An exact transcription of the entries is required, with none of the pictures carried over.
--- Data for review ---
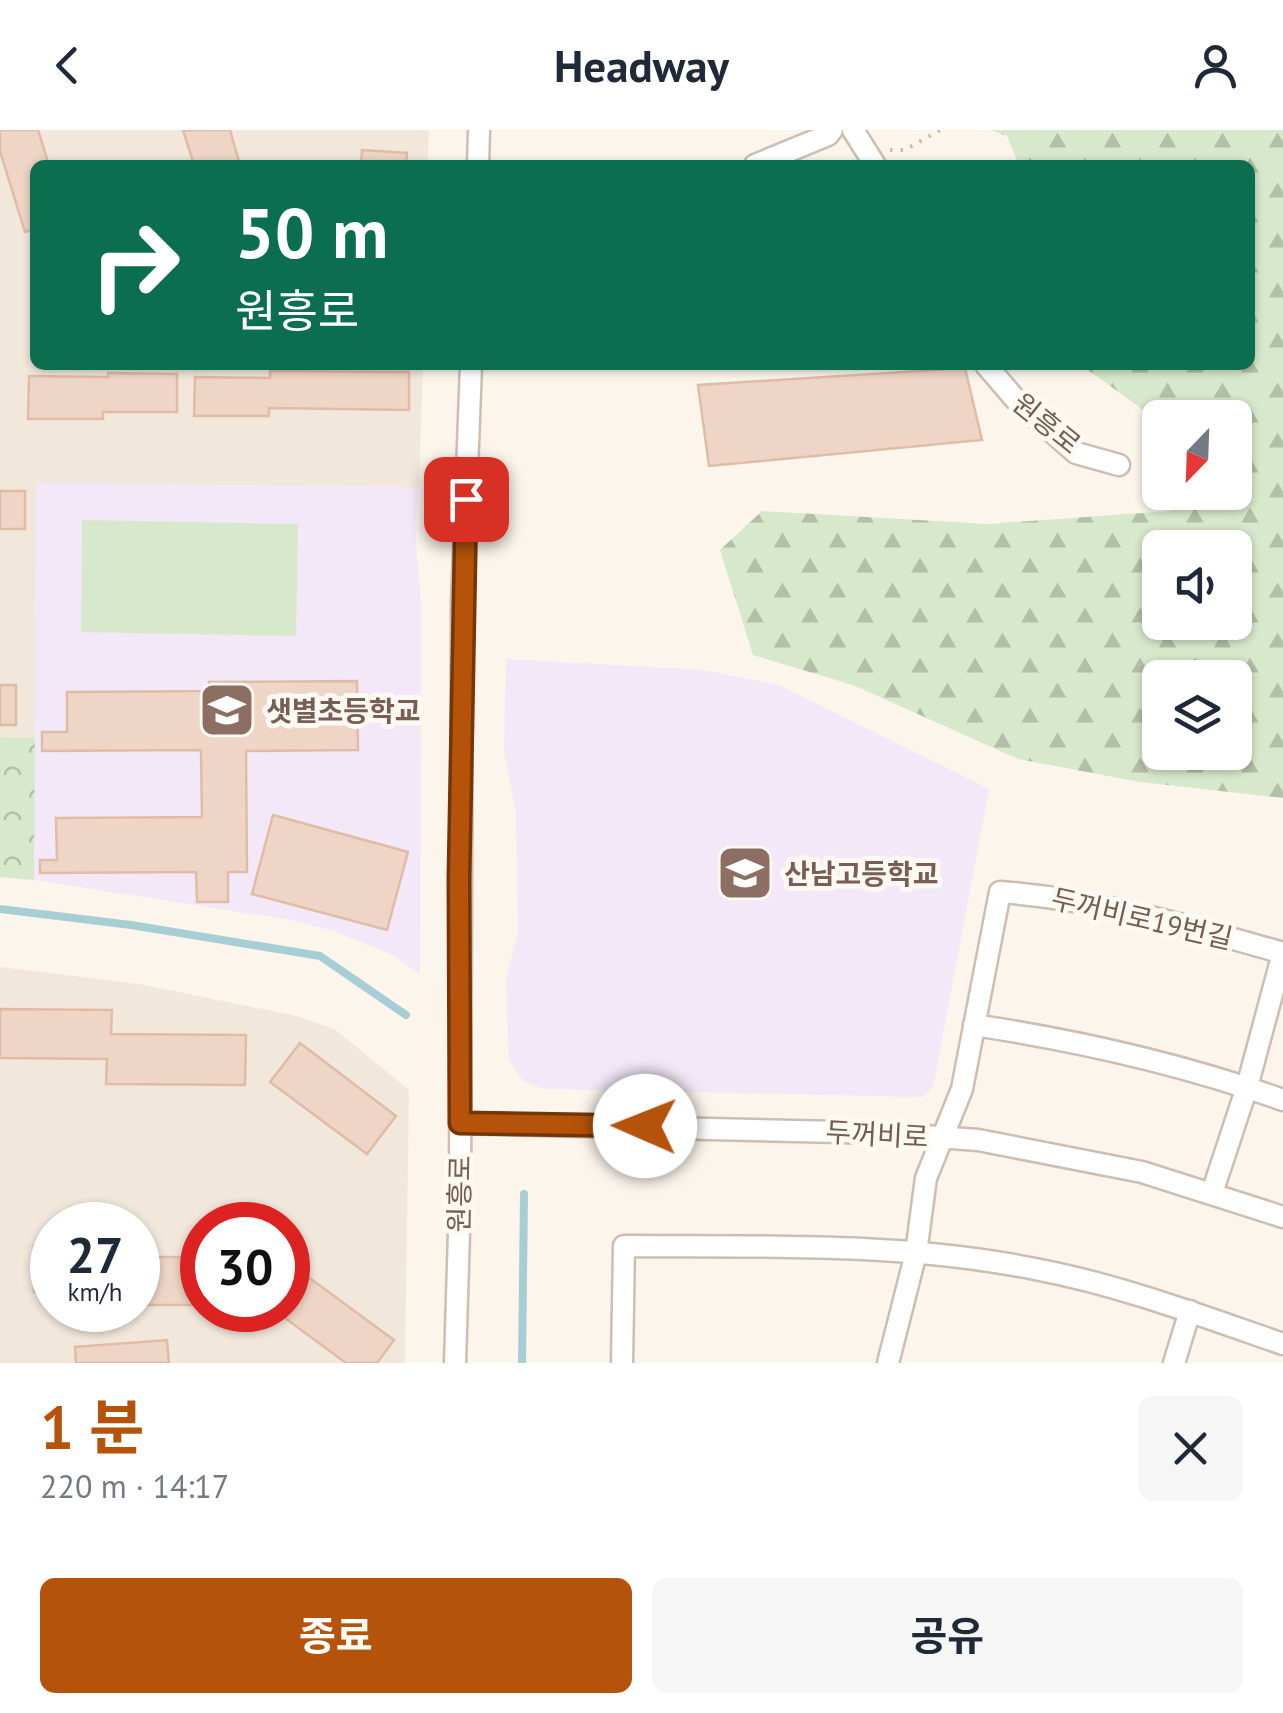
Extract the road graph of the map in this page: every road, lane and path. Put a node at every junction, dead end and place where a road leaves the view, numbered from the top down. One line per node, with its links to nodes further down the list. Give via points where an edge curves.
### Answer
1 (479, 130): 6 (street)
2 (832, 130): 7 (street)
3 (853, 130): 5 (street)
4 (940, 130): 5 (path, via 906,150)
5 (871, 158)
6 (478, 160)
7 (767, 160)
8 (472, 370): 15 (street, 원흥로, via 462,604)
9 (990, 370): 10 (street, 원흥로, via 1076,453)
10 (1119, 465)
11 (1283, 953): 12 (street, 두꺼비로19번길, via 1159,917 1000,892); 13 (street, 두꺼비로19번길)
12 (974, 1026): 13 (street, via 1149,1057); 16 (street, via 962,1088)
13 (1247, 1087): 14 (street); 17 (street, 두꺼비로19번길)
14 (1283, 1100)
15 (460, 1123): 16 (street, 두꺼비로); 22 (street, 원흥로)
16 (941, 1136): 17 (street, 두꺼비로, via 1065,1155); 19 (street, via 926,1178)
17 (1212, 1193): 18 (street, 두꺼비로)
18 (1283, 1218)
19 (916, 1252): 20 (street, via 1036,1269); 23 (street, via 624,1246); 24 (street)
20 (1190, 1311): 21 (street); 25 (street)
21 (1283, 1344)
22 (455, 1363)
23 (622, 1363)
24 (888, 1363)
25 (1174, 1363)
---
» **Answer space**:
Extract the road graph of the map in this page: every road, lane and path. Put a node at every junction, dead end and place where a road leaves the view, numbered from the top down. One line per node, with its links to nodes further down the list. Give via points where an edge curves.
### Answer
1 (479, 130): 6 (street)
2 (832, 130): 7 (street)
3 (853, 130): 5 (street)
4 (940, 130): 5 (path, via 906,150)
5 (871, 158)
6 (478, 160)
7 (767, 160)
8 (472, 370): 15 (street, 원흥로, via 462,604)
9 (990, 370): 10 (street, 원흥로, via 1076,453)
10 (1119, 465)
11 (1283, 953): 12 (street, 두꺼비로19번길, via 1159,917 1000,892); 13 (street, 두꺼비로19번길)
12 (974, 1026): 13 (street, via 1149,1057); 16 (street, via 962,1088)
13 (1247, 1087): 14 (street); 17 (street, 두꺼비로19번길)
14 (1283, 1100)
15 (460, 1123): 16 (street, 두꺼비로); 22 (street, 원흥로)
16 (941, 1136): 17 (street, 두꺼비로, via 1065,1155); 19 (street, via 926,1178)
17 (1212, 1193): 18 (street, 두꺼비로)
18 (1283, 1218)
19 (916, 1252): 20 (street, via 1036,1269); 23 (street, via 624,1246); 24 (street)
20 (1190, 1311): 21 (street); 25 (street)
21 (1283, 1344)
22 (455, 1363)
23 (622, 1363)
24 (888, 1363)
25 (1174, 1363)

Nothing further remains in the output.